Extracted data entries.
=====

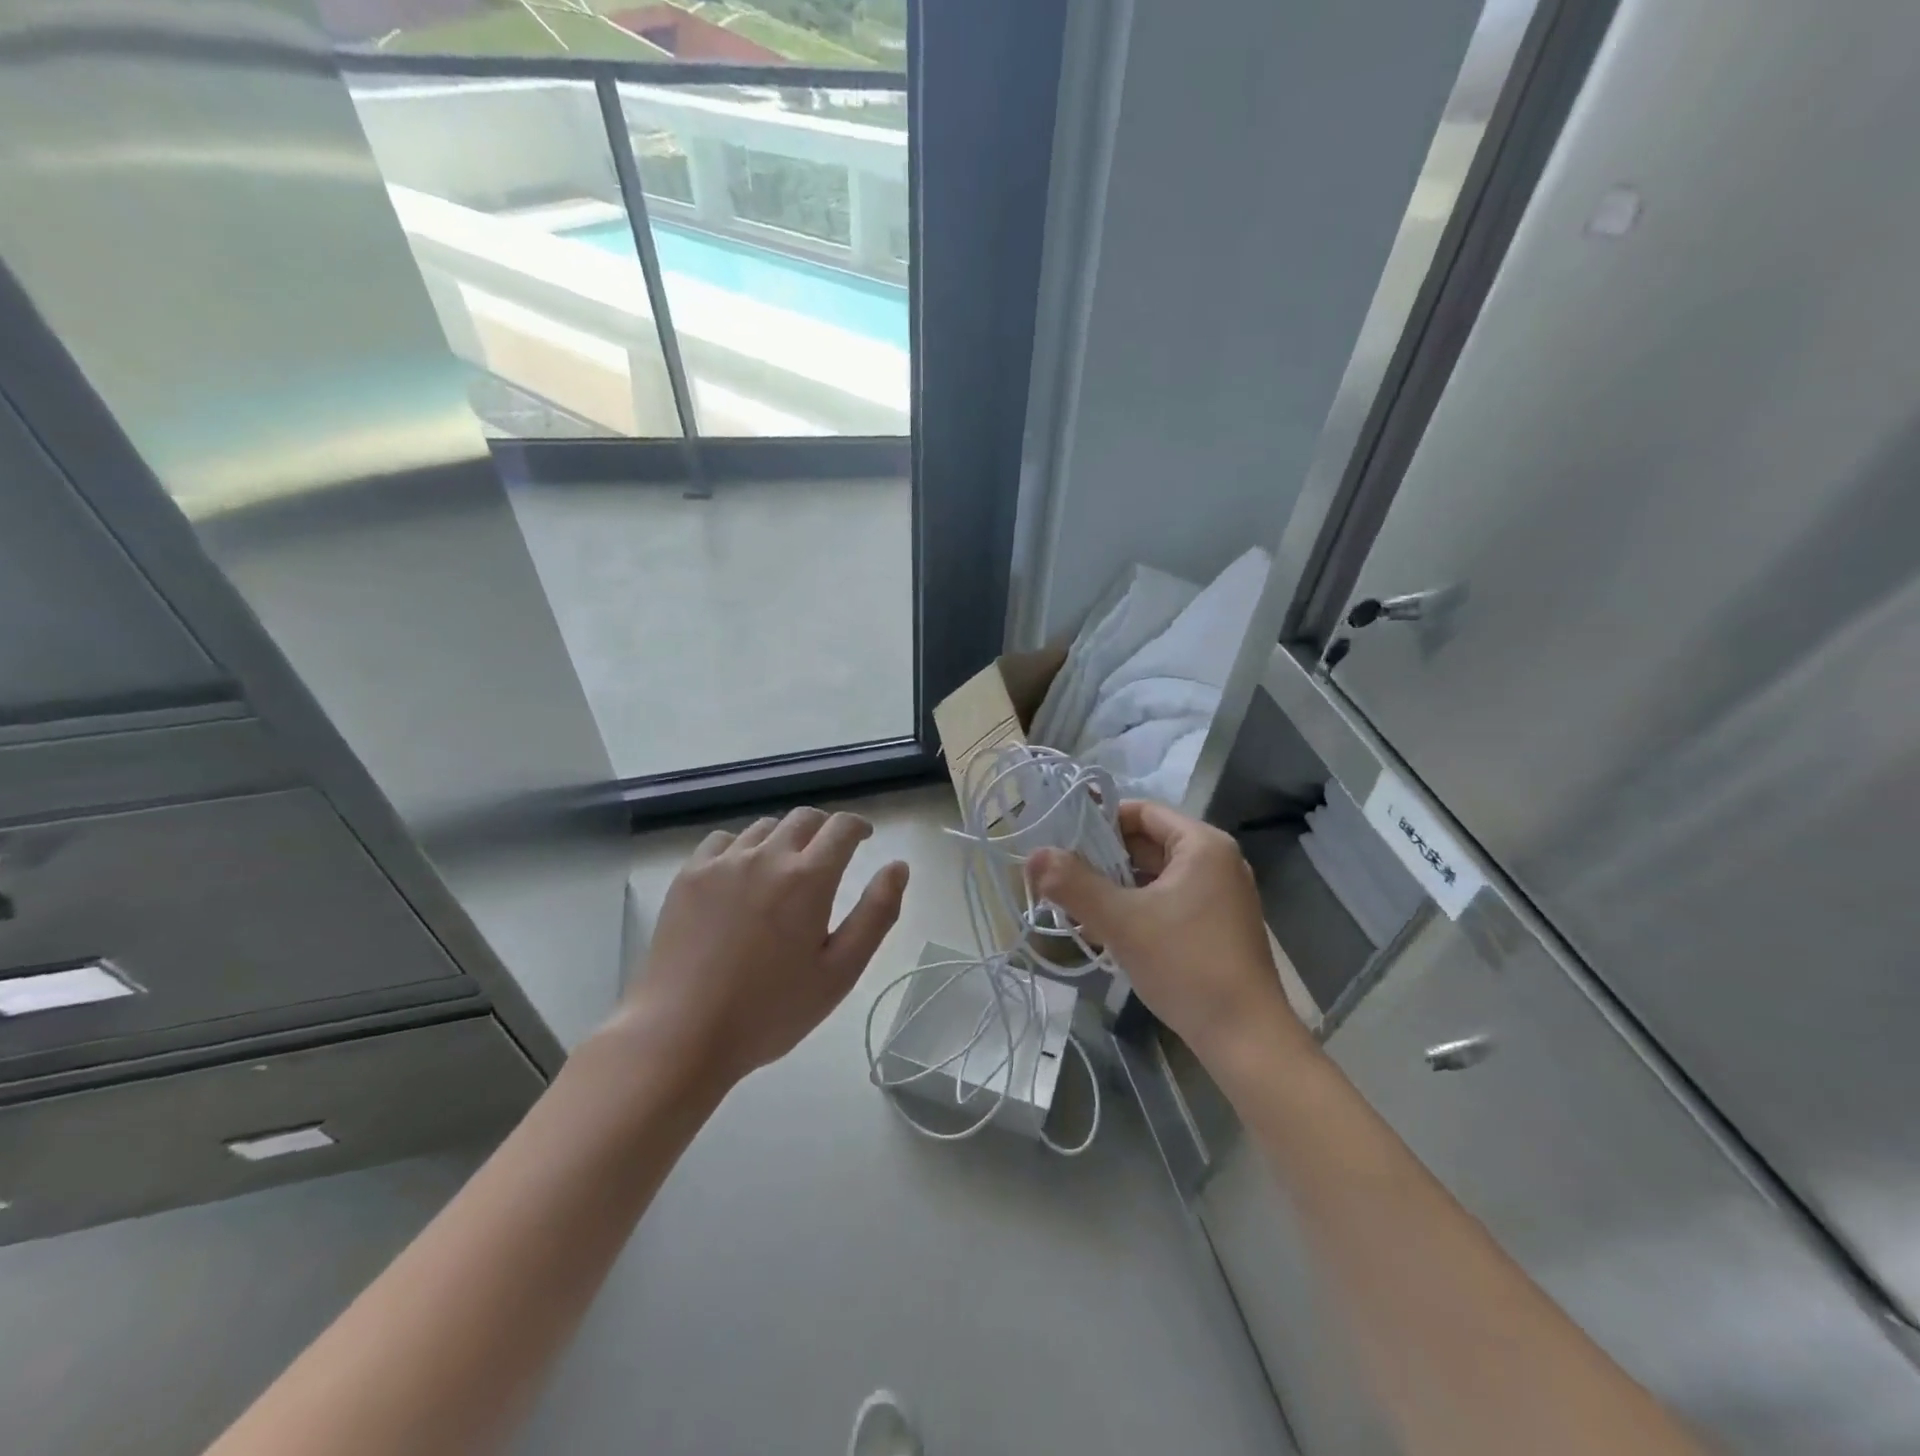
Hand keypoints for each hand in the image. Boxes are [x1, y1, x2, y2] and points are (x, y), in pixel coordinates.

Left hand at [608, 808, 908, 1089]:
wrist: (681, 1034)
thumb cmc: (770, 1011)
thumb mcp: (840, 972)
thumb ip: (876, 914)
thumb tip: (898, 866)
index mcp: (808, 878)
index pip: (841, 827)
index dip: (858, 826)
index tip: (863, 838)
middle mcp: (767, 856)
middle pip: (803, 818)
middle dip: (824, 829)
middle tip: (829, 854)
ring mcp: (722, 862)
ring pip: (764, 828)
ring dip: (784, 838)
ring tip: (785, 869)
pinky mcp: (689, 876)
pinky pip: (723, 841)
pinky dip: (742, 847)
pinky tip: (740, 875)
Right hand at [1028, 800, 1309, 1066]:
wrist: (1245, 1039)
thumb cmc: (1186, 966)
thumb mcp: (1121, 921)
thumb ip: (1074, 884)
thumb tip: (1033, 856)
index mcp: (1202, 845)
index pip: (1141, 811)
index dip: (1099, 821)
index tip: (1061, 841)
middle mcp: (1216, 861)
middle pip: (1147, 843)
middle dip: (1102, 860)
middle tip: (1060, 877)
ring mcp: (1220, 895)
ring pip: (1154, 875)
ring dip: (1115, 887)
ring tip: (1075, 906)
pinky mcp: (1217, 925)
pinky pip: (1168, 900)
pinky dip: (1136, 907)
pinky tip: (1106, 930)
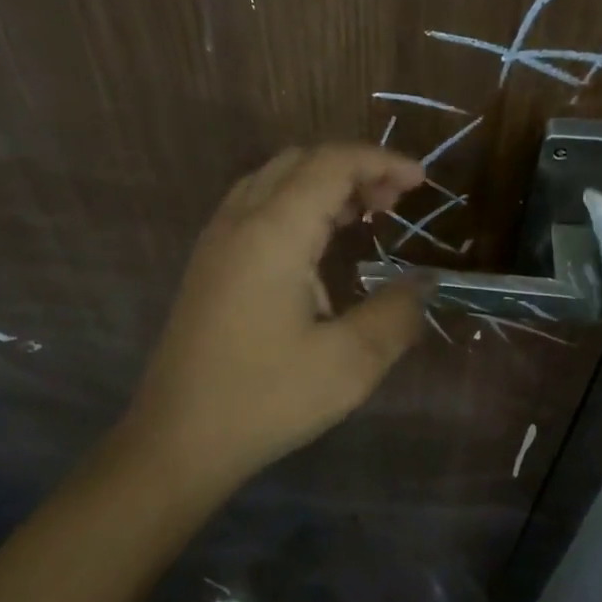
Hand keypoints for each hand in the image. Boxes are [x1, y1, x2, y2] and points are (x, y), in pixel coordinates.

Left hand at [123, 143, 430, 489]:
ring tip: (367, 213)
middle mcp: (240, 219)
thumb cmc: (264, 399)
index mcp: (273, 232)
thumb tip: (425, 283)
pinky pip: (258, 204)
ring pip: (276, 178)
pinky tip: (320, 242)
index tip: (421, 182)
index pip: (332, 163)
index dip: (381, 161)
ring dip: (324, 183)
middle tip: (396, 200)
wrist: (175, 440)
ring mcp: (217, 238)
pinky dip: (298, 202)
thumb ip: (396, 314)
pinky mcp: (209, 261)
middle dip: (355, 167)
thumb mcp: (348, 364)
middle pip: (302, 161)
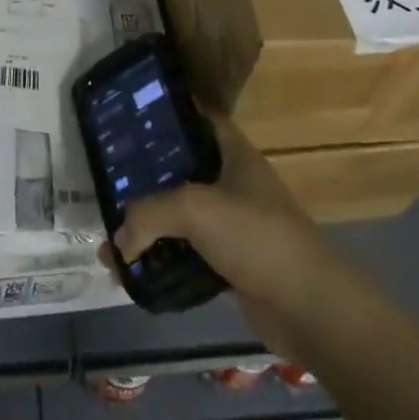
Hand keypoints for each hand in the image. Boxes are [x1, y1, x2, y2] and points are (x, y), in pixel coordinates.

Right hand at [106, 114, 337, 356]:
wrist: (309, 307)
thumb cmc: (256, 236)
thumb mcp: (196, 208)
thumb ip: (150, 214)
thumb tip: (119, 240)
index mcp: (234, 154)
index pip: (200, 118)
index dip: (171, 111)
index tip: (133, 115)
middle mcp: (235, 183)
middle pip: (184, 169)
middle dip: (148, 177)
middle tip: (109, 179)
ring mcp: (235, 226)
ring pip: (183, 217)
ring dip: (150, 228)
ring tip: (112, 239)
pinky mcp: (233, 265)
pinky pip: (189, 255)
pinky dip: (164, 262)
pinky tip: (134, 273)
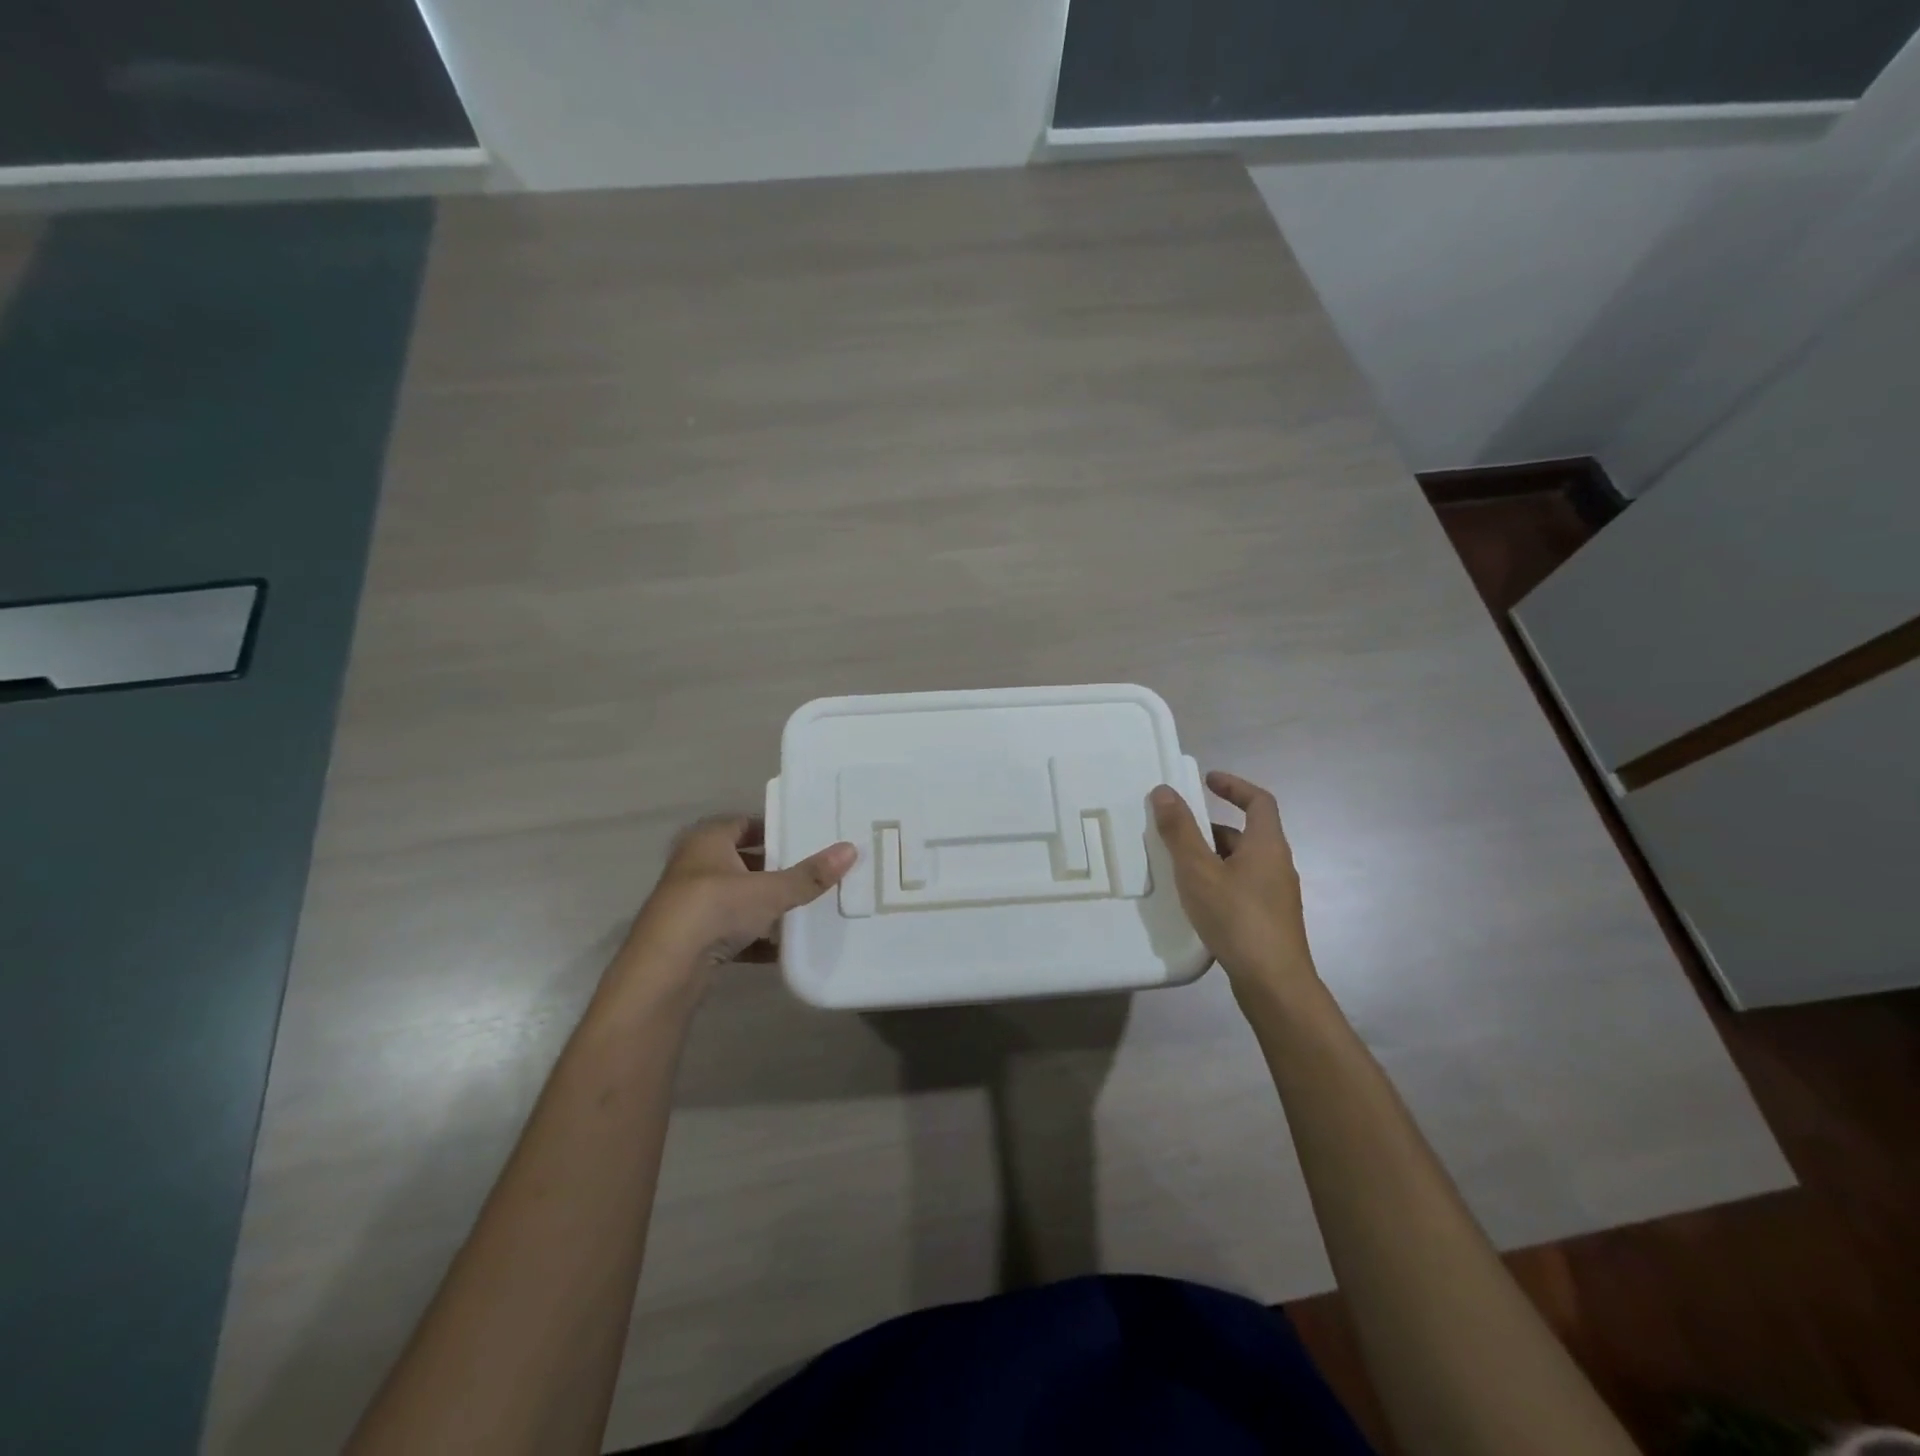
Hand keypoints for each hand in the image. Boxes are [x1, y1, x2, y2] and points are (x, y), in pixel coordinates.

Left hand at [619, 816, 855, 978]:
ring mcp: (690, 904)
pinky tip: (781, 948)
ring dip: (763, 905)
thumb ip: (809, 875)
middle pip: (742, 861)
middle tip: (810, 872)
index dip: (773, 828)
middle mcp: (694, 866)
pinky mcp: (691, 938)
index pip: (744, 823)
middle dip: (773, 868)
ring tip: (802, 907)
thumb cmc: (714, 909)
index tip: (804, 837)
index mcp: (707, 841)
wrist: (665, 969)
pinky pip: (730, 931)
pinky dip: (753, 937)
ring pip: (736, 897)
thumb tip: (851, 849)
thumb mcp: (769, 891)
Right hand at [1150, 771, 1316, 996]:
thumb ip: (1180, 830)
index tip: (1207, 781)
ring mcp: (1276, 895)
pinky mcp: (1269, 920)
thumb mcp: (1198, 870)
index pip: (1259, 801)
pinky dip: (1218, 881)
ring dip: (1213, 857)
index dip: (1234, 786)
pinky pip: (1241, 886)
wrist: (1273, 983)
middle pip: (1246, 833)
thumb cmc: (1236, 918)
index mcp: (1267, 845)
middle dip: (1211, 827)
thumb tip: (1164, 791)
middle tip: (1177, 831)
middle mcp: (1277, 865)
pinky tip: (1196, 900)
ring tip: (1178, 867)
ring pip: (1242, 863)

=====

Your assignment. Give back the entries verbatim but drop every picture.

Solution for this exercise.
Hand keypoints for each hand in the image. Boxes are [x1, y1, x2, y2] and points are (x, y), in pixel coordinates.

Left hand at [608, 808, 908, 1089]:
wrist: (681, 1034)
thumb cmc: (770, 1011)
thumb mcp: (840, 972)
thumb ip: (876, 914)
thumb tip: (898, 866)
index mcp: (808, 878)
index pip: (841, 827)
index dip: (858, 826)
index tip: (863, 838)
middle mcp: (767, 856)
middle pip: (803, 818)
middle dip: (824, 829)
middle tip: (829, 854)
ring mcp: (722, 862)
ring pip: (764, 828)
ring dip: (784, 838)
ring tip: (785, 869)
pinky mcp: (689, 876)
pinky pip: (723, 841)
pinky dip: (742, 847)
pinky tip: (740, 875)
Right hand at [1028, 800, 1309, 1066]:
wrist: (1245, 1039)
thumb cmc: (1186, 966)
thumb mcp: (1121, 921)
thumb ip: (1074, 884)
thumb tip: (1033, 856)
index mcp: (1202, 845)
index pip: (1141, 811)
index dip: (1099, 821)
index tip: (1061, 841)
middle mcp: (1216, 861)
middle pip: (1147, 843)
middle dip: (1102, 860)
middle tip: (1060, 877)
ring mcp: (1220, 895)
ring pip: (1154, 875)
ring dip: (1115, 887)
ring tip: (1075, 906)
pinky mcp: (1217, 925)
pinky pip: (1168, 900)
pinky dip: (1136, 907)
pinky tip: (1106, 930)
Hand keypoints for each hand in the image. Boxes are [x1, y1, x2, y2] and points are (x, y), in pixel coordinates.

Left hand at [123, 143, 430, 489]:
ring tip: (367, 213)
middle mcp: (240, 219)
thumb cmc: (264, 399)
index mcp: (273, 232)
thumb tip: (425, 283)
pinky pip: (258, 204)
ring pip: (276, 178)
pinky tip: (320, 242)
index tip: (421, 182)
index pip: (332, 163)
index dip: (381, 161)
ring dip: (324, 183)
middle tip: (396, 200)
wrist: (175, 440)
ring mcp: (217, 238)
pinky dip: (298, 202)
thumb ip: (396, 314)
pinky mcp: (209, 261)
middle dip: (355, 167)
thumb mcp: (348, 364)
middle pip: (302, 161)
Hand keypoints for each hand in the image. Boxes are [x1, y1, x2, y2] and points are (x, y), in pixel coordinates.

Right hand at [106, 114, 337, 356]:
wrist: (309, 307)
thumb cmc: (256, 236)
thumb mcp: (196, 208)
thumb ip: (150, 214)
thumb tip: (119, 240)
index mcp: (234, 154)
index pip: (200, 118)
index dip: (171, 111)
index tip: (133, 115)
middle mcp: (235, 183)
middle pip: (184, 169)
middle dip: (148, 177)
middle tip: (109, 179)
ring mcp: (235, 226)
ring pip: (183, 217)
ring dip: (150, 228)
ring tip: (112, 239)
pinky mcp: (233, 265)
pinky pip: (189, 255)
pinky dip: (164, 262)
pinky tip: (134, 273)
Hand keypoints for each hand in the image. Boxes are [x1, y1, x2, y2] and points are (x, y), in pixel coordinates.

Left hand at [619, 816, 855, 978]:
ring mcp: (690, 904)
pinky tip: (781, 948)
ring dip: (763, 905)
thumb ip: (809, 875)
middle pip: (742, 861)
middle tip: (810, 872)
index dip: (773, 828)
middle mcp: (694, 866)
pinky mcp: (691, 938)
index pip: (744, 823)
middle dip: (773, 868)
ring tip: (802, 907)
thumb cmc: (714, 909)
index tip: (804, 837)
index mcp: (707, 841)
wrist: (665, 969)
pinky pip: (730, 931)
pinky dip: (753, 937)
ring pip: (736, 897)
thumb tip: (851, 849)
thumb mcp: (769, 891)
Right hand at [1150, 771, 1316, 996]:
thumb ip: (1180, 830)
index tip: (1207, 781)
ring mcp: (1276, 895)
pinky mcp: (1269, 920)
thumb mcp: (1198, 870)
index pip: (1259, 801)
pinky dip: (1218, 881)
ring dip: (1213, 857)
index dip: (1234, 786)
pinky pip: (1241, 886)
wrist: (1273, 983)
middle pip: (1246, 833)
thumb cmc: (1236, 918)
index mcp: (1267, 845)
middle dip: (1211, 827)
thumb tip: (1164, 791)
middle tip: (1177, 831)
middle mcp: (1277, 865)
pinky tip: (1196, 900)
ring tip: (1178, 867)
ring pip: (1242, 863)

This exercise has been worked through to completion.